Auteur du nouvel écrin de la Fondation Cartier pour l’art contemporain qui ouvrira ses portes samedi 25 octobre au 2, place du Palais-Royal à Paris, l’architecte Jean Nouvel a choisi une solution on ne peut plus radicale qu’il résume d’une formule : « Il faut tout enlever, tout ce qu’on peut, en dehors des porteurs indispensables.

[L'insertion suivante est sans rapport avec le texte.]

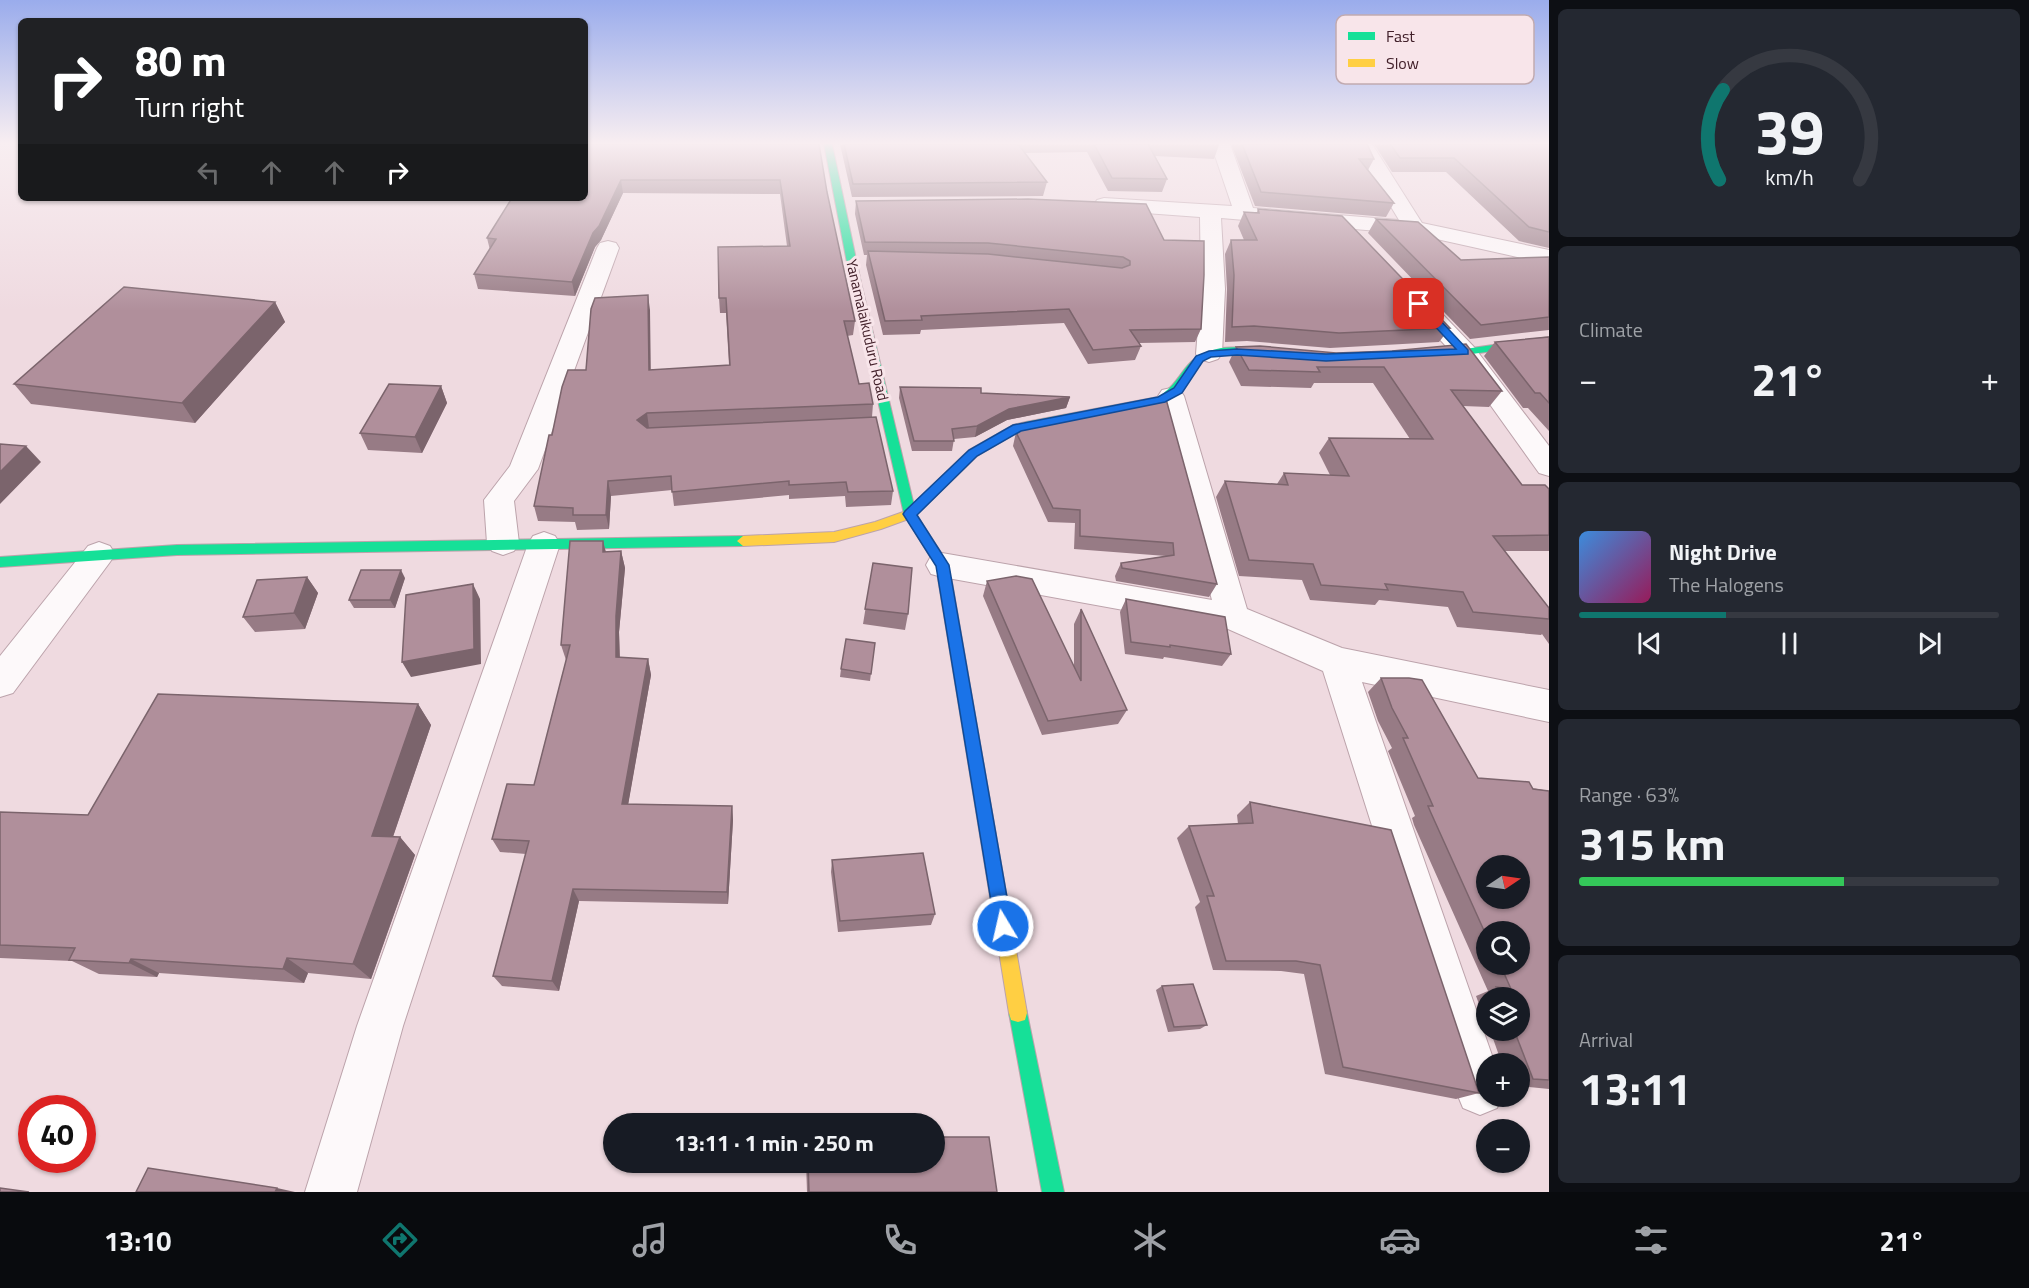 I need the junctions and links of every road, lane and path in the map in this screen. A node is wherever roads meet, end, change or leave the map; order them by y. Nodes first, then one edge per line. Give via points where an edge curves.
1 (838, 200) edge
2 (1240, 200) edge
3 (1396, 200) edge
4 (1080, 204) edge
5 (862, 205) edge
6 (839, 206) junction
7 (1210, 211) junction
8 (1245, 215) junction
9 (1344, 224) junction
10 (1413, 228) junction
11 (608, 248) dead end
12 (1368, 249) edge
13 (1549, 257) edge
14 (1400, 284) edge
15 (1549, 340) edge
16 (1465, 352) junction
17 (1209, 354) junction
18 (1407, 354) edge
19 (1292, 356) edge
20 (1171, 396) junction
21 (1549, 466) edge
22 (910, 514) junction
23 (503, 543) junction
24 (543, 544) junction
25 (99, 554) junction
26 (0, 562) edge
27 (942, 565) junction
28 (1233, 617) junction
29 (1338, 662) junction
30 (0, 682) edge
31 (1549, 706) edge
32 (1476, 1079) edge
33 (331, 1192) edge
34 (1053, 1192) edge

1 - 6 main road, Yanamalaikuduru Road
2 - 8 street
3 - 10 street
4 - 7 street
5 - 6 street
6 - 22 main road, Yanamalaikuduru Road
7 - 8 street
7 - 17 street via 1213,289
8 - 9 street
9 - 10 street
9 - 12 street
10 - 13 street
11 - 23 street via 523,469 499,500
14 - 16 street
15 - 16 main road
16 - 18 main road
16 - 21 street
17 - 19 main road
17 - 20 main road via 1200,358
20 - 22 main road via 1017,428 973,453
20 - 28 street
22 - 24 main road via 834,537
22 - 27 main road, Yanamalaikuduru Road
23 - 24 main road
23 - 25 main road
24 - 33 street via 380,1026
25 - 26 main road
25 - 30 street
27 - 28 street
27 - 34 main road via 1022,1038
28 - 29 street
29 - 31 street
29 - 32 street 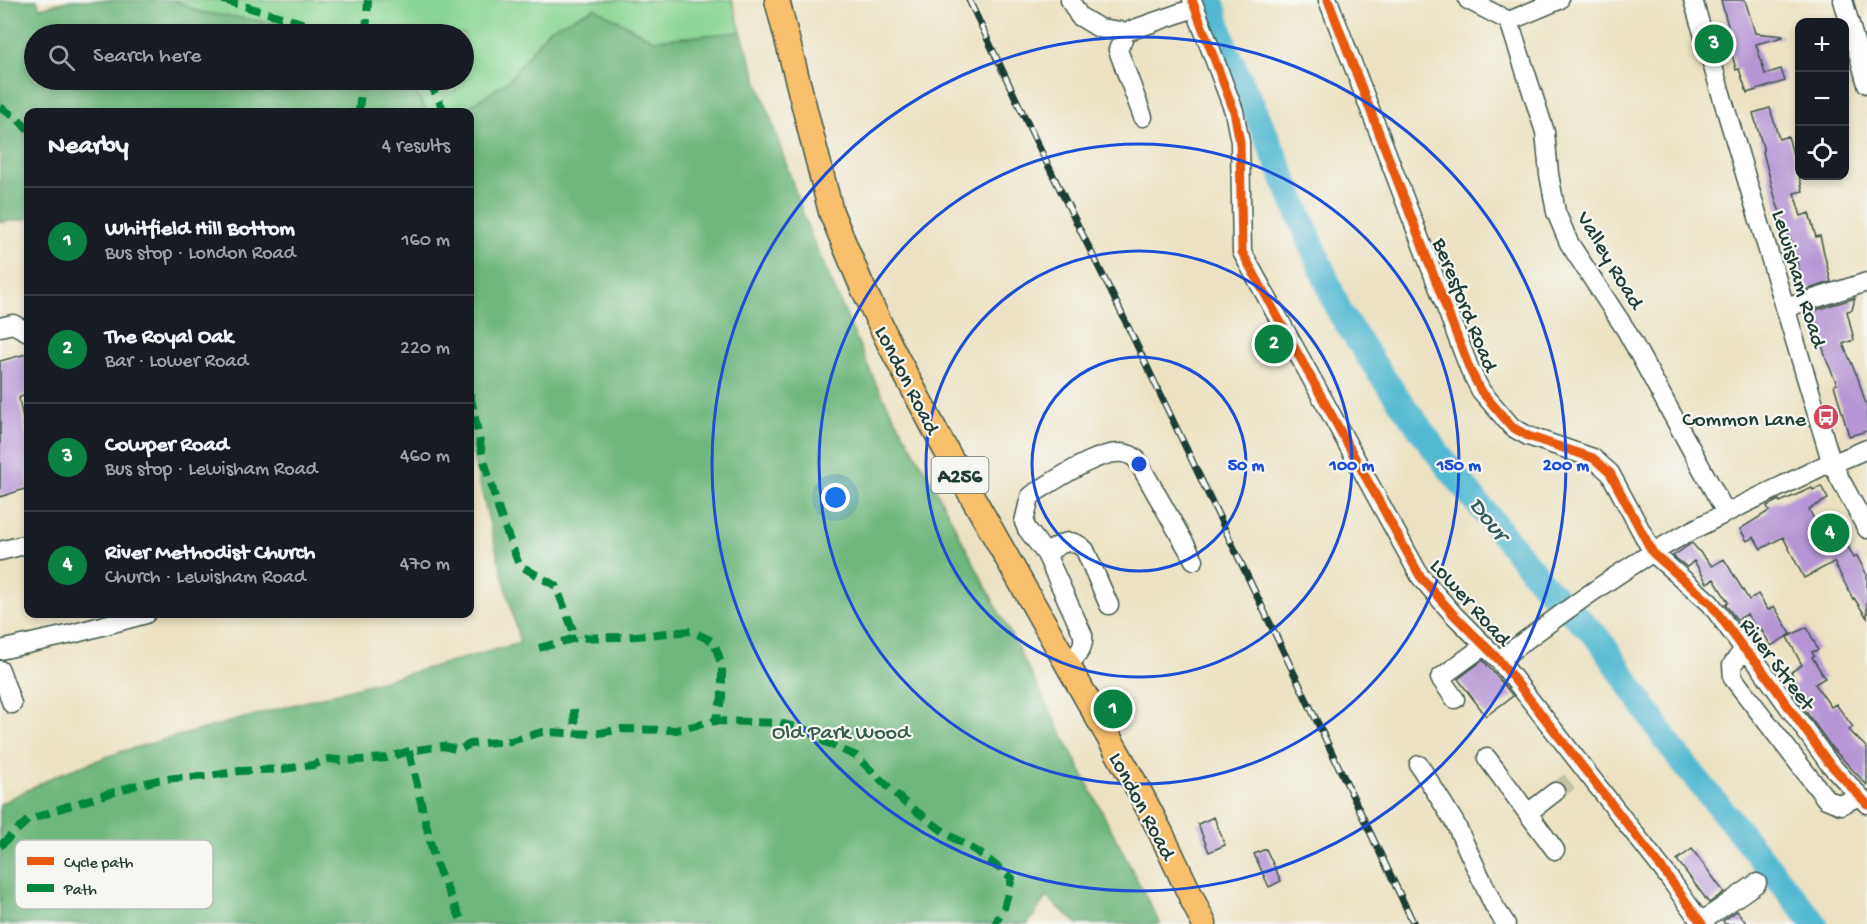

Il faut en somme qu’on étende l’espace. »
Après cinq ans de travaux réalisés pour la Société foncière lyonnaise (SFL), propriétaire de l’immeuble, à la demande de la Fondation, qui ne communique pas le budget de l’opération, le résultat de ce « grand ménage par le vide » est impressionnant de transparence : à travers les grandes baies vitrées qui courent le long des façades, l’espace monumental (11 mètres de hauteur) offre une vue imprenable sur la rue Saint-Honoré d’un côté, la rue de Rivoli de l’autre, la façade du Louvre en prime ! Sans compter les verrières coiffant les trois cours qui laissent apercevoir le bleu du ciel.
Étonnants puits de lumière surmontés de jardins suspendus plantés d’une cinquantaine d’arbres, parmi lesquels huit magnolias, clin d’œil à ceux qui illuminent le jardin du Palais-Royal au printemps ! Comme en écho trône juste en dessous L’Arbre chez lui (1994), de Richard Artschwager, un pin véritable installé sur une haute colonne en bois. En face, c’est L’Arbre de Nini, d’Agnès Varda, dont le chat perché sur un tronc salue le visiteur dès l’entrée, à peine a-t-on franchi les arcades de la place du Palais-Royal.